All of the records must be repeated exactly.
*** INPUT FOR THIS TASK ***
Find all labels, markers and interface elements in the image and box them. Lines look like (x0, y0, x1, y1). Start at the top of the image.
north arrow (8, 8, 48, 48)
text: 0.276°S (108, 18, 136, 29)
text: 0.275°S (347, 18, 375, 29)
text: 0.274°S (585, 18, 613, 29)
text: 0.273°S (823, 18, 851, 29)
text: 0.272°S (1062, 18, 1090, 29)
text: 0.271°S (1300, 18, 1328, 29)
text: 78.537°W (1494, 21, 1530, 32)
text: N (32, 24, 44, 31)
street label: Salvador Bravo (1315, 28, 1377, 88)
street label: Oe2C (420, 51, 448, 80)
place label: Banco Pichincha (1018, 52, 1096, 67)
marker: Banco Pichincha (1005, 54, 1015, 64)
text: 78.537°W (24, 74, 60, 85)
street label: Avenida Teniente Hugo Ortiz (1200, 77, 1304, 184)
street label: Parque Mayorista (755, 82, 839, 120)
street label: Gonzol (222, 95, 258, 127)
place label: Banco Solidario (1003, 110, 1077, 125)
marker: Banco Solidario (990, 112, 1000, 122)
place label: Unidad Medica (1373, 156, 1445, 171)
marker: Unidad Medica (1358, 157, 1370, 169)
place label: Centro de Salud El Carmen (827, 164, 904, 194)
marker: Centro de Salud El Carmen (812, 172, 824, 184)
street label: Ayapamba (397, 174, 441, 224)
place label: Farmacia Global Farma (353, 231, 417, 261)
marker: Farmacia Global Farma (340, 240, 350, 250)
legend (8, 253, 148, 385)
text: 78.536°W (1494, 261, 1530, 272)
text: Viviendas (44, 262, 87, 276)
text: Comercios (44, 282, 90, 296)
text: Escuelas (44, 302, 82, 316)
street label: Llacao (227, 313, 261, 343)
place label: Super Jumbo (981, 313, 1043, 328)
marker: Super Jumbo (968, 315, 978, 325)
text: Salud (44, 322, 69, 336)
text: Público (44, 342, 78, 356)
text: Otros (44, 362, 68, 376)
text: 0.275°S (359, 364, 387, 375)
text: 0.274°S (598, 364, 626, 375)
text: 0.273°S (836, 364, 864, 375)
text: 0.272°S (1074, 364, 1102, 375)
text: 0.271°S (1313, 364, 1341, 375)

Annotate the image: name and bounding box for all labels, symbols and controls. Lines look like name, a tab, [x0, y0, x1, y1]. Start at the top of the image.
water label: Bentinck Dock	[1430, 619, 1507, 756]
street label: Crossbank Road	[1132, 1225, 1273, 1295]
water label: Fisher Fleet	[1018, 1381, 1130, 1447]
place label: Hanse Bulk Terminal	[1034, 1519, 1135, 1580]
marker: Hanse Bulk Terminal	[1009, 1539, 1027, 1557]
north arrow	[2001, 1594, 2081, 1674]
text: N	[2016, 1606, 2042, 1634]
*** End of INPUT FOR THIS TASK ***
**ANSWER TO THIS EXERCISE:**
Find all labels, markers and interface elements in the image and box them. Lines look like (x0, y0, x1, y1). Start at the top of the image.
north arrow (8, 8, 48, 48)
text: 0.276°S (108, 18, 136, 29)
text: 0.275°S (347, 18, 375, 29)
text: 0.274°S (585, 18, 613, 29)
text: 0.273°S (823, 18, 851, 29)
text: 0.272°S (1062, 18, 1090, 29)
text: 0.271°S (1300, 18, 1328, 29)
text: 78.537°W (1494, 21, 1530, 32)
text: N (32, 24, 44, 31)
street label: Salvador Bravo (1315, 28, 1377, 88)
street label: Oe2C (420, 51, 448, 80)
place label: Banco Pichincha (1018, 52, 1096, 67)
marker: Banco Pichincha (1005, 54, 1015, 64)
text: 78.537°W (24, 74, 60, 85)
street label: Avenida Teniente Hugo Ortiz (1200, 77, 1304, 184)
street label: Parque Mayorista (755, 82, 839, 120)
street label: Gonzol (222, 95, 258, 127)
place label: Banco Solidario (1003, 110, 1077, 125)
marker: Banco Solidario (990, 112, 1000, 122)
place label: Unidad Medica (1373, 156, 1445, 171)
marker: Unidad Medica (1358, 157, 1370, 169)
place label: Centro de Salud El Carmen (827, 164, 904, 194)
marker: Centro de Salud El Carmen (812, 172, 824, 184)
street label: Ayapamba (397, 174, 441, 224)
place label: Farmacia Global Farma (353, 231, 417, 261)
marker: Farmacia Global Farma (340, 240, 350, 250)
legend (8, 253, 148, 385)
text: 78.536°W (1494, 261, 1530, 272)
text: Viviendas (44, 262, 87, 276)
text: Comercios (44, 282, 90, 296)
text: Escuelas (44, 302, 82, 316)
street label: Llacao (227, 313, 261, 343)
place label: Super Jumbo (981, 313, 1043, 328)
marker: Super Jumbo (968, 315, 978, 325)
text: Salud (44, 322, 69, 336)
text: Público (44, 342, 78, 356)
text: Otros (44, 362, 68, 376)
text: 0.275°S (359, 364, 387, 375)
text: 0.274°S (598, 364, 626, 375)
text: 0.273°S (836, 364, 864, 375)
text: 0.272°S (1074, 364, 1102, 375)
text: 0.271°S (1313, 364, 1341, 375)

Annotate the image: name and bounding box for all labels, symbols and controls. Lines look like name, a tab, [x0, y0, x1, y1]. Start at the top of the image.
water label: Bentinck Dock	[1430, 619, 1507, 756]
street label: Crossbank Road	[1132, 1225, 1273, 1295]
water label: Fisher Fleet	[1018, 1381, 1130, 1447]
place label: Hanse Bulk Terminal	[1034, 1519, 1135, 1580]
marker: Hanse Bulk Terminal	[1009, 1539, 1027, 1557]
north arrow	[2001, 1594, 2081, 1674]
text: N	[2016, 1606, 2042, 1634]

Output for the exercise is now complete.